Author(s):Pitzer, Donald E.
Reviewer(s):Murray, John E.

EH.NET BOOK REVIEW

Published by EH.NET (February 1998)

Donald E. Pitzer, editor, America’s Communal Utopias. Chapel Hill: University of North Carolina Press, 1997. xxi + 537 pp. $60.00 (cloth), ISBN 0-8078-2299-X. $24.95 (paper), ISBN 0-8078-4609-0.

Reviewed for EH.NET by John E. Murray, Department of Economics, University of Toledo.

This book consists of 18 essays on American communal societies that were founded before the middle of the present century. The authors are well known specialists in their fields and include several (Priscilla Brewer, Carl Guarneri, and Robert Sutton among them) who have written well received monographs on particular groups. Each chapter contains an essay, endnotes, a chronology of events, and a bibliography. The essays vary in tone from the objective (Donald Durnbaugh on colonial communes) to the partisan (Lawrence Foster on Oneida and James Landing on the Koreshan Unity), but the level of scholarship is high throughout.

The volume has two goals, according to the editor: to provide an introduction to the interesting history of American communal experiments (some of which are thriving today) and to frame these histories within the editor’s notion of “developmental communalism.” This schema proposes that communalism is but a phase in a community’s life, and after it passes the former commune remains worthy of study (xvii). Exactly why a place should continue to be considered a “communal utopia” after it becomes just another community is never made clear, and thankfully in a book weighing in at 550 pages, most contributors let the concept slide.

One improvement over most of the literature on American communalism is the inclusion of an essay (the longest in the set, in fact) on Catholic religious orders, with emphasis on the monastic orders. The vow of poverty taken by male and female Catholic religious means that each such community operates just like any other communal society. Lawrence McCrank drily notes the absence of these groups from the communal studies canon (p. 241). Inadvertently, Jonathan Andelson’s essay on Amana suggests a rationale for this traditional omission: Support of the monasteries by “powerful institutions of the wider society places them in a slightly different category” (p.202). Meaning what? That the only reason for the hundreds of such communities in America today is subsidies from the Vatican? McCrank’s thorough essay represents one step in bringing such attitudes into the twentieth century.

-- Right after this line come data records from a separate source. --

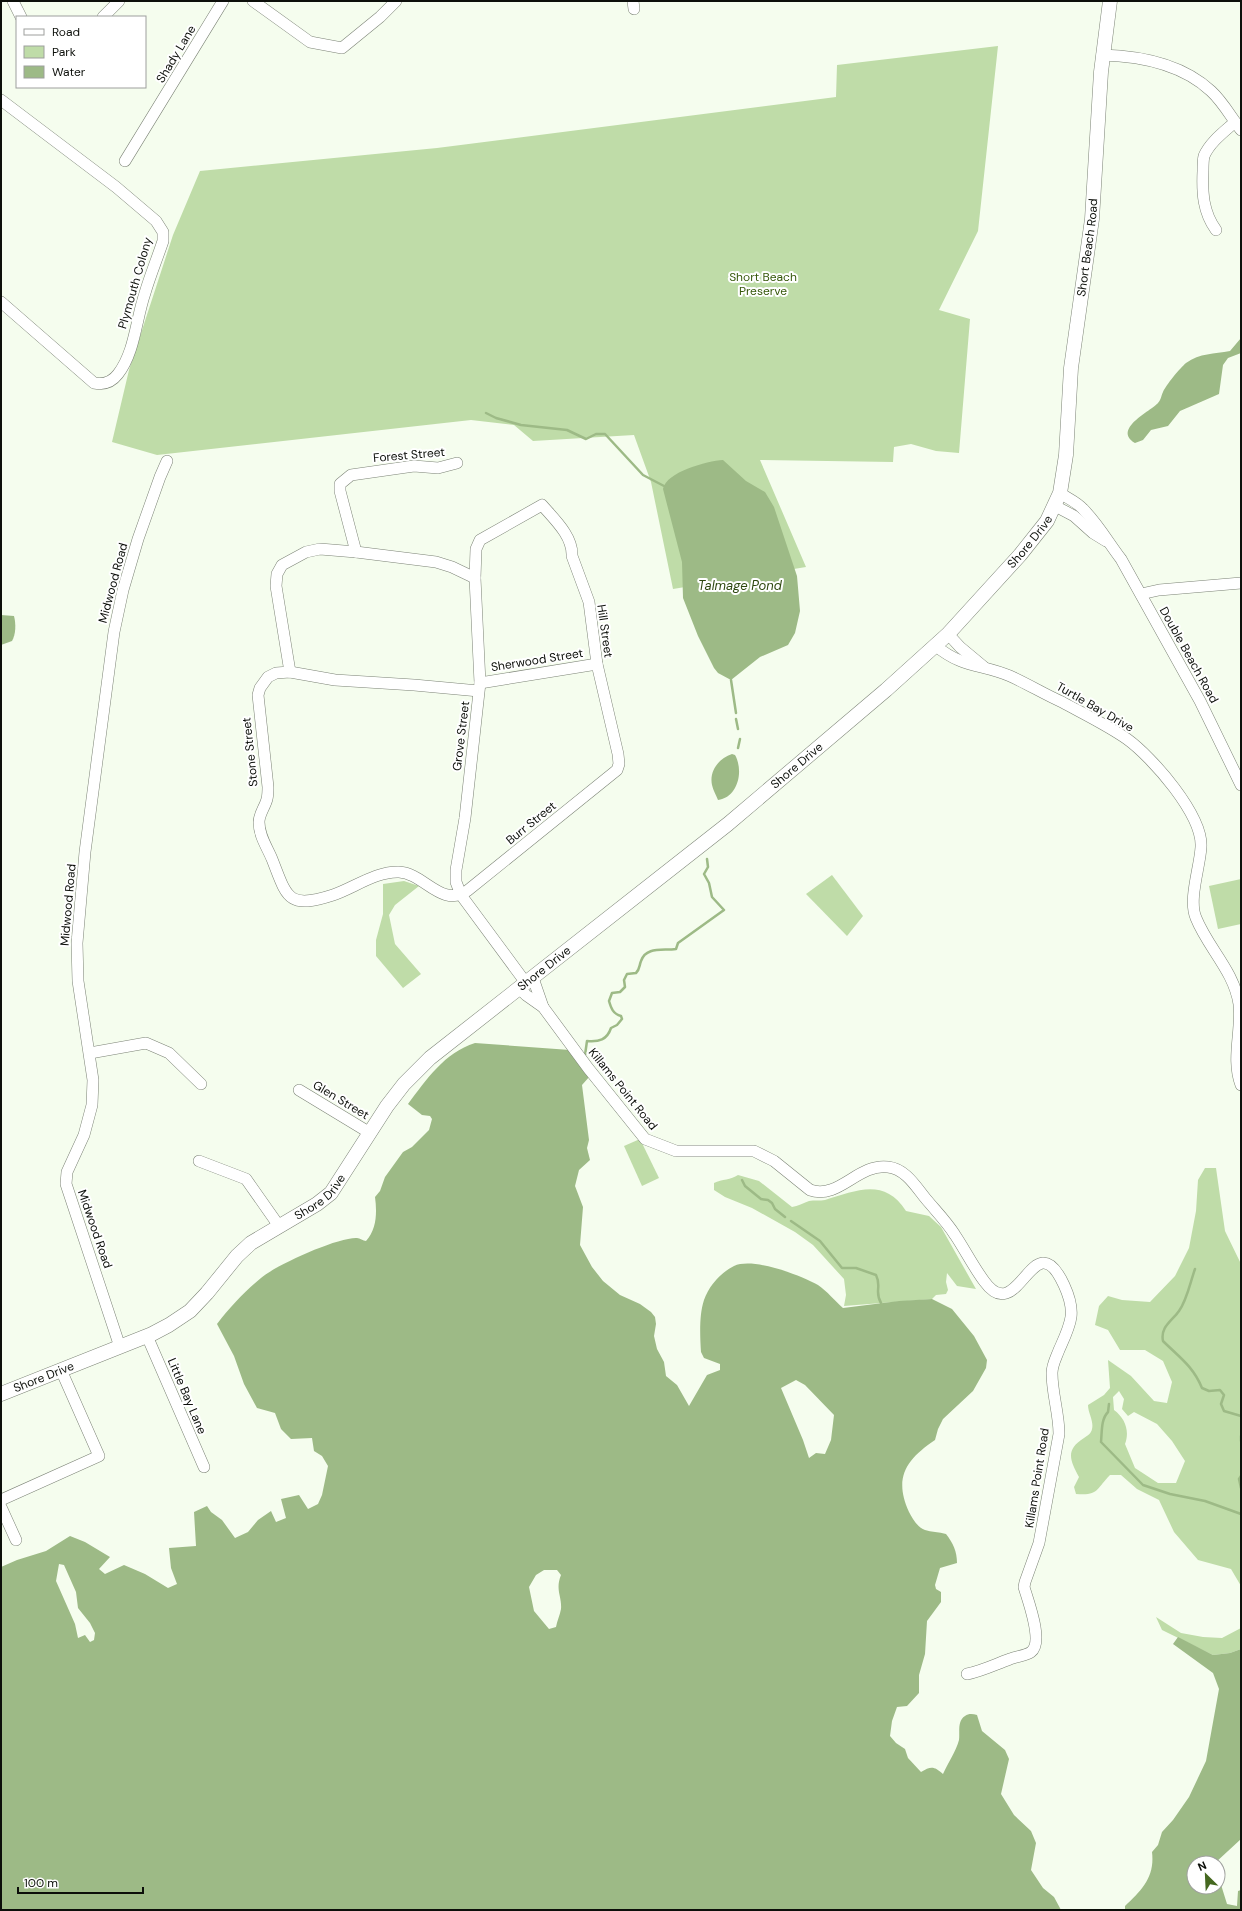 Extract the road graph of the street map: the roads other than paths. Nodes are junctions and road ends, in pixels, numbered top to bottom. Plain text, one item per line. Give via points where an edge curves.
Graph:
1 (13, 1) edge
2 (119, 1) edge
3 (223, 1) edge
4 (253, 1) edge
5 (396, 1) edge
6 (1110, 1) edge
7 (20, 16) edge
8 (104, 16) edge
9 (1102, 55) junction
10 (1, 100) edge
11 (1238, 126) edge
12 (125, 161) dead end
13 (1216, 230) dead end
14 (1, 302) edge
15 (167, 462) dead end
16 (457, 463) dead end
17 (1058, 499) junction
18 (542, 505) joint
19 (356, 552) junction
20 (475, 578) junction
21 (1241, 584) edge
22 (1141, 594) junction
23 (948, 634) junction
24 (936, 646) junction
25 (597, 664) junction
26 (984, 667) junction
27 (290, 672) junction
28 (480, 687) junction
29 (616, 770) joint
30 (1241, 785) edge
31 (461, 895) junction
32 (526, 983) junction
33 (543, 1007) junction
34 (90, 1053) junction
35 (201, 1084) dead end
36 (1241, 1085) edge
37 (299, 1090) dead end
38 (370, 1133) junction
39 (200, 1161) dead end
40 (278, 1226) junction
41 (147, 1336) junction
42 (120, 1347) junction
43 (61, 1370) junction
44 (1, 1394) edge
45 (204, 1468) dead end
46 (1, 1500) edge
47 (1, 1507) edge
48 (16, 1540) dead end
49 (967, 1674) dead end

1 - 7 street
2 - 8 street
3 - 12 street, Shady Lane
4 - 5 street via 310,42 342,48
6 - 9 main road, Short Beach Road
9 - 11 street via 1150,61 1184,72 1211,91
9 - 17 main road, Short Beach Road via 1092,219 1076,326 1066,455
10 - 14 street, Plymouth Colony via 116,187 156,221 163,232 163,241 127,356 118,374 111,381 94,384
11 - 13 street via 1211,144 1204,157 1204,206
15 - 34 street, Midwood Road via 147,512 123,590 107,683 83,872 77,947 78,981
16 - 19 street, Forest Street via 438,468 414,466 374,471 351,475 344,479 340,484 340,491
17 - 22 street, Double Beach Road via 1093,533 1107,541 1121,559
17 - 23 main road, Shore Drive via 1040,532
18 - 20 street, Grove Street via 480,540 476,549
18 - 25 street, Hill Street via 560,526 572,548 572,556 589,602
19 - 20 street via 436,562 452,566
19 - 27 street via 320,549 306,552 282,565 277,574 277,594
20 - 28 street, Grove Street
21 - 22 street via 1158,590
22 - 30 street, Double Beach Road via 1200,701
23 - 24 main road, Shore Drive
23 - 26 street, Turtle Bay Drive via 960,648
24 - 26 street, Turtle Bay Drive via 957,661
24 - 32 main road, Shore Drive via 728,824
25 - 28 street, Sherwood Street
25 - 29 street, Hill Street via 618,754 619,764
26 - 36 street, Turtle Bay Drive via 1035,688 1100,722 1128,740 1152,760 1187,807 1201,844 1194,902 1196,918 1232,980 1240,1006 1237,1068
27 - 28 street, Stone Street via 335,680
27 - 31 street, Stone Street via 276,673 268,677 258,695 268,787 267,799 259,821 261,836 287,895 297,901 312,900 333,895 386,874 399,872 412,875 446,896
28 - 31 street, Grove Street via 464,825 456,870 456,882
29 - 31 street, Burr Street
31 - 32 street, Grove Street
32 - 33 street, Killams Point Road
32 - 33 street, Killams Point Road via 526,995
32 - 38 main road, Shore Drive via 420,1068 395,1096
33 - 49 street, Killams Point Road via 645,1139 676,1151 754,1151 774,1161 810,1190 817,1192 825,1192 877,1167 898,1170 912,1180 943,1218 972,1265 992,1291 1010,1293 1018,1287 1031,1268 1040,1263 1048,1264 1057,1272 1069,1299 1072,1318 1054,1363 1053,1382 1059,1434 1039,1543 1024,1587 1036,1630 1035,1646 1025,1655
34 - 35 street via 146,1043 169,1053
34 - 42 street, Midwood Road via 92,1105 84,1135 67,1172 66,1184
37 - 38 street, Glen Street
38 - 40 main road, Shore Drive via 328,1196
39 - 40 street via 246,1179
40 - 41 main road, Shore Drive via 242,1251 190,1311
41 - 42 main road, Shore Drive
41 - 45 street, Little Bay Lane
42 - 43 main road, Shore Drive
43 - 44 main road, Shore Drive
43 - 46 street via 100,1456
47 - 48 street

The other extremely successful communal group, the Hutterites, is the subject of a fine chapter by Gertrude Huntington. She emphasizes their growth within a set of fixed ideological and economic constraints, quite in opposition to the “developmental communalism” framework. The inclusion of a piece by the late Karl J. R. Arndt is to be welcomed. Here is a scholar who devoted his life to translating, editing, and explicating the huge written record of the Harmonists, and his chapter here is a model one. Other essays fare less well. Foster’s enthusiasm for Oneida’s ideals lead him to overlook a fundamental moral problem with “complex marriage:” the coercion of sexual activity from girls, some prepubescent, by older men in general and John Humphrey Noyes (Oneida’s founder) in particular. Landing’s otherwise charming piece on Cyrus Teed (“Koresh”) is just a little less purple than that of his subject in describing the reception by the “scientist” Teed (he was an alchemist) of his call to communal life.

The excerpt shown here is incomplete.